Studia Historica Gedanensia, Volume 5 (2014), 2014, pp. 196-216

https://doi.org/10.4467/23916001HG.14.010.2675

During the period between Reformation (1525) and the second partition of Polan (1793), there can be distinguished several phases of religious exile to Gdańsk. In the 1520s and the 1530s, for a short time, Gdańsk attracted Catholics from the Reformation Sweden. The emigration wave was renewed at the turn of the 16th and 17th c., when the Kingdom of Sweden saw a political coup and removing the supporters of Sigismund III the Vasa, mostly Catholics. When Gdańsk was increasingly under the influence of Protestantism, after 1535 (1550), there appeared in the city Protestant radicals, including Anabaptists, but also Arians, later also representatives of nonconformist trends in reformation, e.g.
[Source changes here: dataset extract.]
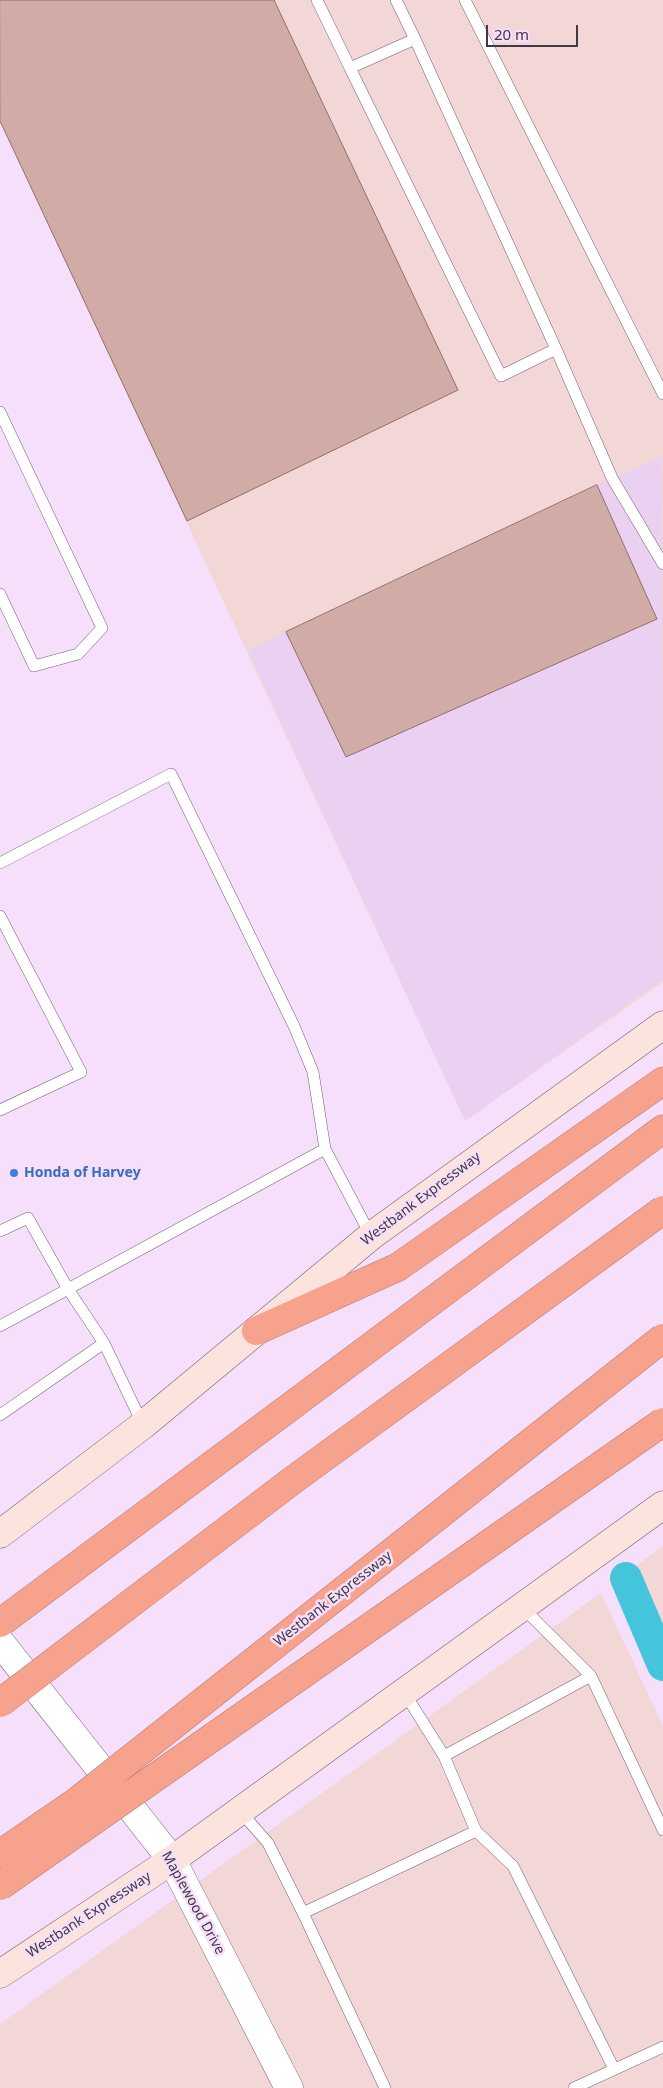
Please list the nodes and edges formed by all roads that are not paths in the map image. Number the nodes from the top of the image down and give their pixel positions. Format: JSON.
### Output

English Chiliasts, but in very small numbers. But only in some phases (Mennonites – Anabaptists right after 1535, Arians after 1658) they can be called typical religious refugees, looking for a haven in Gdańsk. At the turn of the 17th and 18th c. Quakers joined. For some time, especially in the first half of the 17th c. Calvinists, the so Arminians, then English Puritans, and at the end of the 17th c. and at the beginning of the following century – French Huguenots appeared as refugees in Gdańsk. In the 17th c., besides another wave of Protestants radicals, there appeared in Gdańsk also Lutherans – refugees from counterreformation areas, and also converts to Lutheranism, leaving the Catholic religion. The attitude of the citizens of Gdańsk (Gdańsk authorities) varied. Catholics were tolerated, but that was mainly due to political and social reasons. The Mennonites, Quakers and, to some extent, also Arians faced problems with settling down, as both their religious radicalism and economic competition they might pose were not easy to accept. On the other hand, support and welcome was extended to various fractions of Calvinism, which was also probably based on influential assistance of the Gdańsk Calvinist community. The biggest support, however, could be enjoyed by converts from Catholicism to Lutheranism. The ones most endangered by repression, that is former clergy were helped – although not always – to escape from the city. In the 18th c. the economically and politically troubled Gdańsk ceased to be an attractive haven.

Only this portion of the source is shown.